| Try it |
What lines of the material below include the string "dead"? Copy all of them.

____

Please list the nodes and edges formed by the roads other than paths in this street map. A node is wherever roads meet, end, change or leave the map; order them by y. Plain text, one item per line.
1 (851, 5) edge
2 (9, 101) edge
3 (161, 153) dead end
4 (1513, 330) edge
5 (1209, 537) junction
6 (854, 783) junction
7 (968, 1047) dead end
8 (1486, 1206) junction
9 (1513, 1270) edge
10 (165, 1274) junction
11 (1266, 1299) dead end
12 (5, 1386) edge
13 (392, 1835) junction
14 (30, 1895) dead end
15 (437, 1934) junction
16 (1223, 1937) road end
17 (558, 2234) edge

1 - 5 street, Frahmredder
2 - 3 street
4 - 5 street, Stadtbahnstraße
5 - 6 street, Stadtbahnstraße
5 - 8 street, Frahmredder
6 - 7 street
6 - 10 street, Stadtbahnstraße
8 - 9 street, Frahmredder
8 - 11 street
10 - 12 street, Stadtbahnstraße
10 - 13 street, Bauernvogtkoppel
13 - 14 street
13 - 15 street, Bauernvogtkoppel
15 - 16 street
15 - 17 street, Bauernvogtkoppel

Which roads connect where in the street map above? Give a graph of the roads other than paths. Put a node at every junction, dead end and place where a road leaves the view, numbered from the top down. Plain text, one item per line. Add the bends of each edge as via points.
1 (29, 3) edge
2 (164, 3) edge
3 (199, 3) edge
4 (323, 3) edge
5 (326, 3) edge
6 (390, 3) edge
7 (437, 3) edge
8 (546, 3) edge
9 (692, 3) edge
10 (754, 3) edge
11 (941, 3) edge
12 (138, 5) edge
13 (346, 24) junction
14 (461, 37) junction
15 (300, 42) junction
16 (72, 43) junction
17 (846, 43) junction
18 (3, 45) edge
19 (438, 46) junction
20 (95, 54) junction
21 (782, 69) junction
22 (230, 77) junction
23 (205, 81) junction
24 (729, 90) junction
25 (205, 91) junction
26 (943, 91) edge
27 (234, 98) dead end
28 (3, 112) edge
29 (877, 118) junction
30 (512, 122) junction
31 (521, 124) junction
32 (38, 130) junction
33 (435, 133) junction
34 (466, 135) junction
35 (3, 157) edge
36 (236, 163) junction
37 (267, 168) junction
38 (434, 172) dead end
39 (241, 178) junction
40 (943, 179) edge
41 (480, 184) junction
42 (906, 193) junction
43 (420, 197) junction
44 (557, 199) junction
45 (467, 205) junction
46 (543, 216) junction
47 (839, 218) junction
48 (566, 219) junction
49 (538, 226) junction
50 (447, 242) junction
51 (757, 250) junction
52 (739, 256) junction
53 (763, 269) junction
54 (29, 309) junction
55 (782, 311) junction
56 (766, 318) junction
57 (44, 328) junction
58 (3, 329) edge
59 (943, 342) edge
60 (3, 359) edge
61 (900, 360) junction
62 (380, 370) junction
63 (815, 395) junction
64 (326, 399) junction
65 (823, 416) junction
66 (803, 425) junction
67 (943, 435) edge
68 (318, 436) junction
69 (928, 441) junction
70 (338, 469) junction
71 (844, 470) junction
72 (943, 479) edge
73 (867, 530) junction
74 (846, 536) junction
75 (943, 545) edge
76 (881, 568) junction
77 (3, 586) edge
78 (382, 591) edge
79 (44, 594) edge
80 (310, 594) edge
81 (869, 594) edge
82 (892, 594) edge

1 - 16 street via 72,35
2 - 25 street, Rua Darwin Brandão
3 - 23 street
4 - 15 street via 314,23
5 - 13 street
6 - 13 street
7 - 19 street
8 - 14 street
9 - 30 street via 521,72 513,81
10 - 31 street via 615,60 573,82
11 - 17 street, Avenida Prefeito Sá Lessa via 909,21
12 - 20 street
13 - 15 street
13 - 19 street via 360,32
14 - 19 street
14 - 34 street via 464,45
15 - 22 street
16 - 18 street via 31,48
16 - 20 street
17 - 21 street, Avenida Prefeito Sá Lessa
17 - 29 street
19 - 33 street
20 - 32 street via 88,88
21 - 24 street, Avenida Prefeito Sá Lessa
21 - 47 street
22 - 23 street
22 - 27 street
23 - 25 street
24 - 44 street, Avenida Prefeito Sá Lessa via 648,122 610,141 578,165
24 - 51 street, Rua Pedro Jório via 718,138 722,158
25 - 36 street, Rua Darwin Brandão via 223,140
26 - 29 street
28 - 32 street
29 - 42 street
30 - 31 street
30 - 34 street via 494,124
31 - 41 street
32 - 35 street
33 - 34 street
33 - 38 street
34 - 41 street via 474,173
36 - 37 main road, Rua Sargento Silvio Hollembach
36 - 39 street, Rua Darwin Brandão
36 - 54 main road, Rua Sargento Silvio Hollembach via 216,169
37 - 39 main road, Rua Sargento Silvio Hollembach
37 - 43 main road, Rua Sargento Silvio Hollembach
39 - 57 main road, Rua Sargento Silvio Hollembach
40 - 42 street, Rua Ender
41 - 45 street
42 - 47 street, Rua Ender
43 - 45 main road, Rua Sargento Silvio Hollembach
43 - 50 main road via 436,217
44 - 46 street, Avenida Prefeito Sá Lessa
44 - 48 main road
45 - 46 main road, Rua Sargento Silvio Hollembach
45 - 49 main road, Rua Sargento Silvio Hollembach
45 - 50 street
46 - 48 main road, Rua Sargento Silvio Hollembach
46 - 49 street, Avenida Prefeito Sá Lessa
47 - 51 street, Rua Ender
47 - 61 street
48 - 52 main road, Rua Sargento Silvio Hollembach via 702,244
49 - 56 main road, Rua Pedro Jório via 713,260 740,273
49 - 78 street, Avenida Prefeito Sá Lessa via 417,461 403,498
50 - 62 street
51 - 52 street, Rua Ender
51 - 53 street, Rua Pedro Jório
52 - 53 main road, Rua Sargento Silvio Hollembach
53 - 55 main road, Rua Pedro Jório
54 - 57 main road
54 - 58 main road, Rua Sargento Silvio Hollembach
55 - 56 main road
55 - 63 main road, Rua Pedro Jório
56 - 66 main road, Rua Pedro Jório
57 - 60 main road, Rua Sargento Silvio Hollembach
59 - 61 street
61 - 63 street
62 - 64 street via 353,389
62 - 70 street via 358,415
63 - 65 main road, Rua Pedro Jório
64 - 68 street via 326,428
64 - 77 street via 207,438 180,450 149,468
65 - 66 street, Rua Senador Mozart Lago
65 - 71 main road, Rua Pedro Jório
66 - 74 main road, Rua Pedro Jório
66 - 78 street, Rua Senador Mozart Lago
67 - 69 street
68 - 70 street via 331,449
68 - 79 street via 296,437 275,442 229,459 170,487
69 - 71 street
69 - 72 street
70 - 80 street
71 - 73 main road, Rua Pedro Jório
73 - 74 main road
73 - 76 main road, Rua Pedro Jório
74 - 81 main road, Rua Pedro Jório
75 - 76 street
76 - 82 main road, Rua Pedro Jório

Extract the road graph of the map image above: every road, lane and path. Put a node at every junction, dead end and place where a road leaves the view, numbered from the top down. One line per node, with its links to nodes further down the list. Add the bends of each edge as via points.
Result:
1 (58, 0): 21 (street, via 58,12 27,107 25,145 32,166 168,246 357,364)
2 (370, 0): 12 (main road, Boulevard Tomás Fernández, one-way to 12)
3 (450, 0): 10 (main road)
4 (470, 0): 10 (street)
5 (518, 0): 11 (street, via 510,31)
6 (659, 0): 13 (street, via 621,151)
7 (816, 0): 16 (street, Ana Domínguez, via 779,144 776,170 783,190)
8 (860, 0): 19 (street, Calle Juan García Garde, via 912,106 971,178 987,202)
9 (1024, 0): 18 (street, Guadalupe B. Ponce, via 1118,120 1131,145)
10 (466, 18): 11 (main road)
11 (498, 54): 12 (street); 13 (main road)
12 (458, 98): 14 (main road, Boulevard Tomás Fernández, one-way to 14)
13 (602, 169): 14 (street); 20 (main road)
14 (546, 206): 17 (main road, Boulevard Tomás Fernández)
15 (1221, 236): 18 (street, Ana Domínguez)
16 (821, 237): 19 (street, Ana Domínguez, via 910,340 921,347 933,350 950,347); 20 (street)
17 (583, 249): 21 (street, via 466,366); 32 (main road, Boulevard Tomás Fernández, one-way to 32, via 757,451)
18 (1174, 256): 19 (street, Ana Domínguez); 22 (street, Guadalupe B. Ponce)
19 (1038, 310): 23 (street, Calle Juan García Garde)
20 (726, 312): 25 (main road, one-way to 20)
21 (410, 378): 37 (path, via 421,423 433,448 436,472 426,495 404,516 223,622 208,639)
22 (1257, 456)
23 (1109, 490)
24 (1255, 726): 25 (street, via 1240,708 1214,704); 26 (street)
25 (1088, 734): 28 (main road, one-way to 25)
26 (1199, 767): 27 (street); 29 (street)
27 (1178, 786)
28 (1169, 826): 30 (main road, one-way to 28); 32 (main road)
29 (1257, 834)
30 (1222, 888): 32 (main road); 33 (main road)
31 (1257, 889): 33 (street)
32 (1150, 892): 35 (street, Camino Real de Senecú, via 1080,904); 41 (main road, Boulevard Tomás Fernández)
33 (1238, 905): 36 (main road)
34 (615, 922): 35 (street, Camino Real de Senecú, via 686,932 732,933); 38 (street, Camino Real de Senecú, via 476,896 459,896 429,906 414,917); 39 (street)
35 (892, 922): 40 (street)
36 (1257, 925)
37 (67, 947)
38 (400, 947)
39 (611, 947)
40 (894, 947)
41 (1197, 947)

____

| Task output |
3 (161, 153) dead end
7 (968, 1047) dead end
11 (1266, 1299) dead end
14 (30, 1895) dead end
Which roads connect where in the street map above? Give a graph of the roads other than paths. Put a node at every junction, dead end and place where a road leaves the view, numbered from the top down. Plain text, one item per line. Add the bends of each edge as via points.
27 (234, 98) dead end
38 (434, 172) dead end
Extract the road graph of the map image above: every road, lane and path. Put a node at every junction, dead end and place where a road leaves the view, numbered from the top down. One line per node, with its links to nodes further down the list. Add the bends of each edge as via points.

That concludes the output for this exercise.